Parliament on Saturday called on South Africans to honour the legacy of Nelson Mandela by putting the health of those at home and in their communities first during the coronavirus pandemic.
As the country and world commemorated Mandela Day, parliament reminded the nation of the famous quote by the late struggle icon and former president that “a fundamental concern for others in our individual and community lives would go a long way in making the world the better place we so passionately dreamt of”.
It noted that SA was celebrating Mandela Day during a period where Covid-19, a deadly novel virus that had changed how people interact with each other, was likely to reach its peak.
“After 114 days of different levels of a phased lockdown, whose aim was to flatten the infection curve, we now have to deal with the exponential increase in infections in some provinces. This period, which had a devastating effect on the economy and the livelihoods of many in our country, requires that we stand socially distanced from each other but side-by-side while we continue to stop the spread of infection.
“As we celebrate and honour the legacy of the founding father of our democracy, Tata Nelson Mandela, we remember his words when he said: ‘May your choices reflect your hopes, not your fears.’ The choices we make individually, and collectively, should reflect our hope that we will win this fight against this virus. Choosing to stay at home or going out only to get essential goods, while observing all hygiene protocols, is a reflection of our collective hope that we are working to survive beyond the inconveniences brought about by the disease,” parliament said in a statement.
With people’s collective efforts, much had been achieved and SA was at “a comparatively much better situation than many countries”, it said.

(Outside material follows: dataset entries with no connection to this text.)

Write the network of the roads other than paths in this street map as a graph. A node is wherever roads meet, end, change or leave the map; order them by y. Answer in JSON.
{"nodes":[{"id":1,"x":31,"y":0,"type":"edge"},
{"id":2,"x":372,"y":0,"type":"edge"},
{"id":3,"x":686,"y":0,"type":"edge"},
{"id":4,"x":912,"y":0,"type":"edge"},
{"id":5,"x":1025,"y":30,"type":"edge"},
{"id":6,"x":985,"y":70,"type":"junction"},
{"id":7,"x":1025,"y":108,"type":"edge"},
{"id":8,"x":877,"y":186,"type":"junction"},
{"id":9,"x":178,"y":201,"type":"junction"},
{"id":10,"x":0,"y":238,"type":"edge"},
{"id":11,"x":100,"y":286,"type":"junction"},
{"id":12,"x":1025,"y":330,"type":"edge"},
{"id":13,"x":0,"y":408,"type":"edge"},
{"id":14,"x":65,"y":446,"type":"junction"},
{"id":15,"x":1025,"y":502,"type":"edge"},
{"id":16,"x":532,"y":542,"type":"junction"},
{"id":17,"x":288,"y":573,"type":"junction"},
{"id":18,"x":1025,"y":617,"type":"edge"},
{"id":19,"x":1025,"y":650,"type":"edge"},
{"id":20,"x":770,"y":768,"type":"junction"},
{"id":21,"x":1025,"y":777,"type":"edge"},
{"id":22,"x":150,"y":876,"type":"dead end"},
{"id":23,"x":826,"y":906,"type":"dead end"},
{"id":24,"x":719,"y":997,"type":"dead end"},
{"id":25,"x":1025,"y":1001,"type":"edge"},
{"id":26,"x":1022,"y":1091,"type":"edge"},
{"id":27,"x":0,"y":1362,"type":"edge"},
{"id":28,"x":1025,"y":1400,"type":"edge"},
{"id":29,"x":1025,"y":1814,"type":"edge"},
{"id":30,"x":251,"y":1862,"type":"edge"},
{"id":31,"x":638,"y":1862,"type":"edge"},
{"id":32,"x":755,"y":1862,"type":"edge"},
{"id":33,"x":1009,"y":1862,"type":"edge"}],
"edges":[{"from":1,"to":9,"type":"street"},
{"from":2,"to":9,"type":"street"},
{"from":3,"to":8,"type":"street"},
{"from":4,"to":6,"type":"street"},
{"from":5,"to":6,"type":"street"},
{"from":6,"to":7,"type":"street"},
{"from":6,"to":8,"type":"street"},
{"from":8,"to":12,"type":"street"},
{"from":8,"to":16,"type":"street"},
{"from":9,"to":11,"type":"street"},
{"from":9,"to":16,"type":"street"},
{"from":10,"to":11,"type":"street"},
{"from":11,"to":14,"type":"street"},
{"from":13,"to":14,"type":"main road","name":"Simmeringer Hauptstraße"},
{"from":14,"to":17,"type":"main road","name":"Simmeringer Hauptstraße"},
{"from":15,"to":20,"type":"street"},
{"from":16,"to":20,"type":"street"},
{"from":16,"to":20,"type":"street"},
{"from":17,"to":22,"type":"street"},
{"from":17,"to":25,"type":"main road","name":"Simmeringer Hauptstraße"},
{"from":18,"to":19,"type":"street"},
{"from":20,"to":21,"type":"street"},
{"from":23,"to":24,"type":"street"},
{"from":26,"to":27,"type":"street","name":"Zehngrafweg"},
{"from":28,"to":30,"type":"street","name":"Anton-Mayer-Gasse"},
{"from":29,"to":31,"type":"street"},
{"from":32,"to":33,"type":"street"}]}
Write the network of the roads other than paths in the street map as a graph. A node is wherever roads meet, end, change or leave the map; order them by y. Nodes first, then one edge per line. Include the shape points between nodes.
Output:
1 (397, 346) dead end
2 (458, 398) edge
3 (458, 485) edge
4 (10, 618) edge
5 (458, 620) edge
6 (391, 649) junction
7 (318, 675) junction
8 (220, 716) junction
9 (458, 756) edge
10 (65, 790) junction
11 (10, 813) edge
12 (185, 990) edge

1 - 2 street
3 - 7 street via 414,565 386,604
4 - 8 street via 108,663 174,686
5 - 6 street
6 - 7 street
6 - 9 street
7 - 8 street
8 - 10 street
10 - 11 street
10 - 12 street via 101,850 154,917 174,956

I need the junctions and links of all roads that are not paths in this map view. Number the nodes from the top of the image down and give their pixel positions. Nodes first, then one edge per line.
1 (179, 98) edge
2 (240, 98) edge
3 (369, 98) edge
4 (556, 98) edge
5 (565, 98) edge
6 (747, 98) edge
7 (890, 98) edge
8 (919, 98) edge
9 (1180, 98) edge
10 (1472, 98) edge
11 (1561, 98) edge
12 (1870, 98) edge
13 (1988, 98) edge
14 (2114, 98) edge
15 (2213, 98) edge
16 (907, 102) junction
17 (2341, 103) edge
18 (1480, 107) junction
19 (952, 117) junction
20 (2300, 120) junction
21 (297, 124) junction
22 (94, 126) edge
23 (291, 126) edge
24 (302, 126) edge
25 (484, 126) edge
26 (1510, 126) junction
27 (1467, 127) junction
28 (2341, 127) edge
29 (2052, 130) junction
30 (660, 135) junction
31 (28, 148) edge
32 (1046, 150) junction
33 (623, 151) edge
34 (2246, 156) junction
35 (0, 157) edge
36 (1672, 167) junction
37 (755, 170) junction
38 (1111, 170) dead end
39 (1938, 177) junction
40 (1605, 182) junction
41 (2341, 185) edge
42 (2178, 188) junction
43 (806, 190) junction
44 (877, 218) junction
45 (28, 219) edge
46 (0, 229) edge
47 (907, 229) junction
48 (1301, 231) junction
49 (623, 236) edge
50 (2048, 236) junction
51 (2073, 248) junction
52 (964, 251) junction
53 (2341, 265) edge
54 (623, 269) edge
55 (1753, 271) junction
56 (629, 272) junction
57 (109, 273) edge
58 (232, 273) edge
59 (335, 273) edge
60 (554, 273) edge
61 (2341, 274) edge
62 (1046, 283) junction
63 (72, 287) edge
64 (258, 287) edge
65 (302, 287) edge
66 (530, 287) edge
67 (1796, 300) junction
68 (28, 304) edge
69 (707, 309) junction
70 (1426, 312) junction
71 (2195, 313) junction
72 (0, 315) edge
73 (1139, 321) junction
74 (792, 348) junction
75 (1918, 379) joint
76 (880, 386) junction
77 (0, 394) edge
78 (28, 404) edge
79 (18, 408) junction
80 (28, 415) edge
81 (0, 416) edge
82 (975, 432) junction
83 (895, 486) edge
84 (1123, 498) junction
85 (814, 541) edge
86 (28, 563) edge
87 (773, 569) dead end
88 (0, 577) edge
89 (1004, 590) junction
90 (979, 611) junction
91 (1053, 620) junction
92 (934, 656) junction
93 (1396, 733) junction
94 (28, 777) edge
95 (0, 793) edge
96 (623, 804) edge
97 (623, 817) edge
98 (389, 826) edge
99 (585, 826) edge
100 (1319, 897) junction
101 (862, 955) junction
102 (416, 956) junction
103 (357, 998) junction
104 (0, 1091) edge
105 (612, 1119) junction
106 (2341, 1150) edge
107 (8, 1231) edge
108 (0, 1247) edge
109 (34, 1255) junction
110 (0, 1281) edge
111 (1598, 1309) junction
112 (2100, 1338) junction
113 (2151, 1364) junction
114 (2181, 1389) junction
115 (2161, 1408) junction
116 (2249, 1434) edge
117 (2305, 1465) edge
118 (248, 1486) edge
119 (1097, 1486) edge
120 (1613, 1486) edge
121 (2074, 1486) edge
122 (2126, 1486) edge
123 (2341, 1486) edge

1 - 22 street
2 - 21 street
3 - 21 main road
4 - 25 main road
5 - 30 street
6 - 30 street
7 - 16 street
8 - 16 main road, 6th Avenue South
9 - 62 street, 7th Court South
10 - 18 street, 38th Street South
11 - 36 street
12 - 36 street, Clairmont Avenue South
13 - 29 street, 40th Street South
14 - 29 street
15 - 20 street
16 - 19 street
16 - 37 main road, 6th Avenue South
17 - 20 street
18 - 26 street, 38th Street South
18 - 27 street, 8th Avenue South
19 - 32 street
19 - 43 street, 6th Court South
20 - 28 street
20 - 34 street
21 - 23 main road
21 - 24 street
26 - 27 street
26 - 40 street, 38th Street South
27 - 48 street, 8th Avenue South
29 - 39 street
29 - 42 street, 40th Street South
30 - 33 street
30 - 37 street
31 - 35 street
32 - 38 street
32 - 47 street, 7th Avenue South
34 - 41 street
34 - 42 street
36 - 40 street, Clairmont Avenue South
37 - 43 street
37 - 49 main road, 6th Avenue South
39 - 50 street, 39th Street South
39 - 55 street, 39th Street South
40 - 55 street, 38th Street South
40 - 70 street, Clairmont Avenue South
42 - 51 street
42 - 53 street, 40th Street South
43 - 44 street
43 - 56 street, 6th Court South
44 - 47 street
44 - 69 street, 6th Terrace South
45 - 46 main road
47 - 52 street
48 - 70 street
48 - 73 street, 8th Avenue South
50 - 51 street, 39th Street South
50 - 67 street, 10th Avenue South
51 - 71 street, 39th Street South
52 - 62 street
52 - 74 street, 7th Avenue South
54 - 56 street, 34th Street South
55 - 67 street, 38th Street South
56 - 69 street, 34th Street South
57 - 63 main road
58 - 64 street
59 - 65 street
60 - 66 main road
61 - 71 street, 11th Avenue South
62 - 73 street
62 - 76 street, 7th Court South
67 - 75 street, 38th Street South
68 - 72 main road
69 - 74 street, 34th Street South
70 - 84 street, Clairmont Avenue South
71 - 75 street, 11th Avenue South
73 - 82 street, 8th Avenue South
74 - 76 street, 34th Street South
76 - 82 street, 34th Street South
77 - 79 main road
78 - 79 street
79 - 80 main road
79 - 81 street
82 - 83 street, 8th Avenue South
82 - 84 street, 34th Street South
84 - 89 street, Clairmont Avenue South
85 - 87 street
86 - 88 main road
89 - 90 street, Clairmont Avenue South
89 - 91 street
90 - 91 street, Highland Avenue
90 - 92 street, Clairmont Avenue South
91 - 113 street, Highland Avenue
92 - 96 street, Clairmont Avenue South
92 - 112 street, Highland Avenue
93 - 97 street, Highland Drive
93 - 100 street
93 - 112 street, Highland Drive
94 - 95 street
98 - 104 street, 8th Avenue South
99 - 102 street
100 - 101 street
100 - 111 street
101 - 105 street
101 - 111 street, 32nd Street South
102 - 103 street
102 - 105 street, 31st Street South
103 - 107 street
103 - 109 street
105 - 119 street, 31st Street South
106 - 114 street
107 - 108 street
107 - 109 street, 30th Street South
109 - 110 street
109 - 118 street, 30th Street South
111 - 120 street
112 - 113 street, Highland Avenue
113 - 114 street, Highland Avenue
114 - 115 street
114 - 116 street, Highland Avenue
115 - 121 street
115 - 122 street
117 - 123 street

“However, we must still observe social distancing, wash our hands regularly and wear protective equipment like masks and face shields.
“As parliament, we would also like to urge every person living in SA today to ensure that whatever action they take is for the common good. The regulations that the government has put in place are designed to minimise the spread of the virus. We must follow the exemplary, selfless leadership of Tata Madiba and his peers, and put the health of all around us at home and in our communities first.
“As Madiba said, ‘a fundamental concern for others in our individual and community lives would go a long way in making the world the better place we so passionately dreamt of.’ The post-coronavirus period will require all of us to find ways to recover our economy, to reinstate the lost livelihoods of the majority and to continue our efforts of bringing about a just and equitable society.”
Parliament had during this time continued to intensify its scrutiny of executive action, passed legislation and facilitated people’s engagement in the battle against this pandemic, it said.
“As we honour Madiba, we must at all times strive to emulate his noble values and principles, care for others, stand with each other, fight for one another and protect each other against this pandemic. Madiba’s revolutionary life has taught us that, with resilience, courage and determination, we can overcome even the most challenging battles.
“We stand in solidarity with all the unsung and selfless heroes at the forefront of the battle against this cruel and devastating enemy, such as doctors, nurses, scientists, police officers, amongst others. It is in the hands of all of us, united in our diversity, to make a difference and build a truly free, democratic and prosperous nation,” parliament added.